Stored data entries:

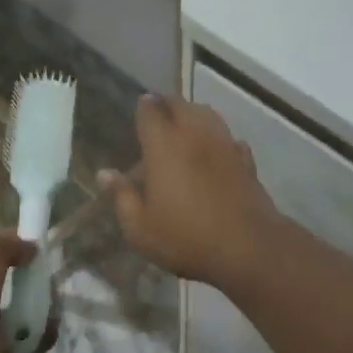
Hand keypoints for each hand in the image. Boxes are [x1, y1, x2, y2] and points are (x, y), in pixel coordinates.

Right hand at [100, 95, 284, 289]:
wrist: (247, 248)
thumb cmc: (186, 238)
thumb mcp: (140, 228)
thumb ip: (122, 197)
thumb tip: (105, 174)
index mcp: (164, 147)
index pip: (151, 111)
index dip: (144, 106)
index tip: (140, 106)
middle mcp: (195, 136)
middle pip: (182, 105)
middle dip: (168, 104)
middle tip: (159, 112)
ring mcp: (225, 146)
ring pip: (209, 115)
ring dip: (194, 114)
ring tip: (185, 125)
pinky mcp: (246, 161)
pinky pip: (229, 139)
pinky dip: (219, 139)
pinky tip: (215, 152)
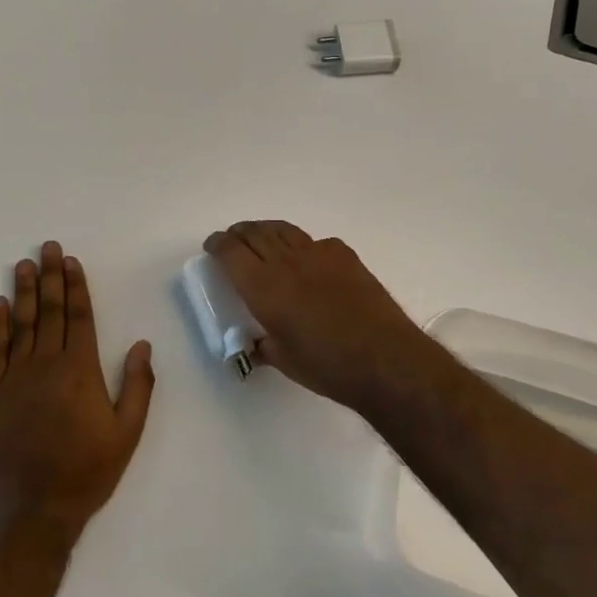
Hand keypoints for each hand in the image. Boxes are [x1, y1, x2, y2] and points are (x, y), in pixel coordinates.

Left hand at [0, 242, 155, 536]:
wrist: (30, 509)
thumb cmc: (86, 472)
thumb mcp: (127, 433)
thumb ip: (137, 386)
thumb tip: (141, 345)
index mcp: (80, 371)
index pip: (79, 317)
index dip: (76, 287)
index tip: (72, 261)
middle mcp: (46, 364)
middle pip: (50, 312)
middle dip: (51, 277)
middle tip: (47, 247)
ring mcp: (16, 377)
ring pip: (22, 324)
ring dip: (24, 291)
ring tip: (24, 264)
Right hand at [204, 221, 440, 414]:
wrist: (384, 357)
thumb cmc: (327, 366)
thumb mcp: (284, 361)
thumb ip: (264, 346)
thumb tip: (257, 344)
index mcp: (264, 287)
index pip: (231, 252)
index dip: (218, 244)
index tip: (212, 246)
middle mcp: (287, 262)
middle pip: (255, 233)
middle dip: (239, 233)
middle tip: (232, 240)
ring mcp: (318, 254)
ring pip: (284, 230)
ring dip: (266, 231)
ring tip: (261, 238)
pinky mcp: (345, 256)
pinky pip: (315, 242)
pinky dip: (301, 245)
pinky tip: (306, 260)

---

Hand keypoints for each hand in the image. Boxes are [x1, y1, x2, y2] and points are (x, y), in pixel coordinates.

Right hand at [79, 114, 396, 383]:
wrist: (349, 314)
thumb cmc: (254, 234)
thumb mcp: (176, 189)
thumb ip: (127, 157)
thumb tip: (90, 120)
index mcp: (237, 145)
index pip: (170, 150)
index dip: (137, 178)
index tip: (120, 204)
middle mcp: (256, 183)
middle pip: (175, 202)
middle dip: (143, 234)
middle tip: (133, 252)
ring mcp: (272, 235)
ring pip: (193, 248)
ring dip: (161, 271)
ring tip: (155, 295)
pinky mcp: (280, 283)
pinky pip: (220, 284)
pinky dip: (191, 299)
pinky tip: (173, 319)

==

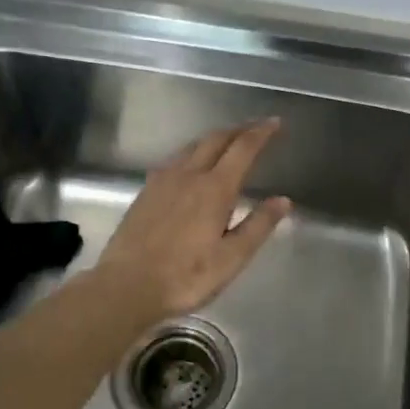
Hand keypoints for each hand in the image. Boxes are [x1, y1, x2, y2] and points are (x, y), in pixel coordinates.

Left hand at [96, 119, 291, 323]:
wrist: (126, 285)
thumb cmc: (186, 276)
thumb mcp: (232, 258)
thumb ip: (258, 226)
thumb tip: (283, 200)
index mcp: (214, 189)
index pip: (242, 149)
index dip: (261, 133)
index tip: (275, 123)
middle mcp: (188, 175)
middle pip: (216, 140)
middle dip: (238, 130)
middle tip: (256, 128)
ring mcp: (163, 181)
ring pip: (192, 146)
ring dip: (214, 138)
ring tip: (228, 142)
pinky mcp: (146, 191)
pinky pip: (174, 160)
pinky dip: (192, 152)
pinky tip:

What this task involves: Where does "Right" appear in the records above? Copy every line that has it.

Reply:
Right hand at [100, 95, 284, 289]:
Right hand at [204, 221, 440, 414]:
Right hand at [79, 114, 396, 383]:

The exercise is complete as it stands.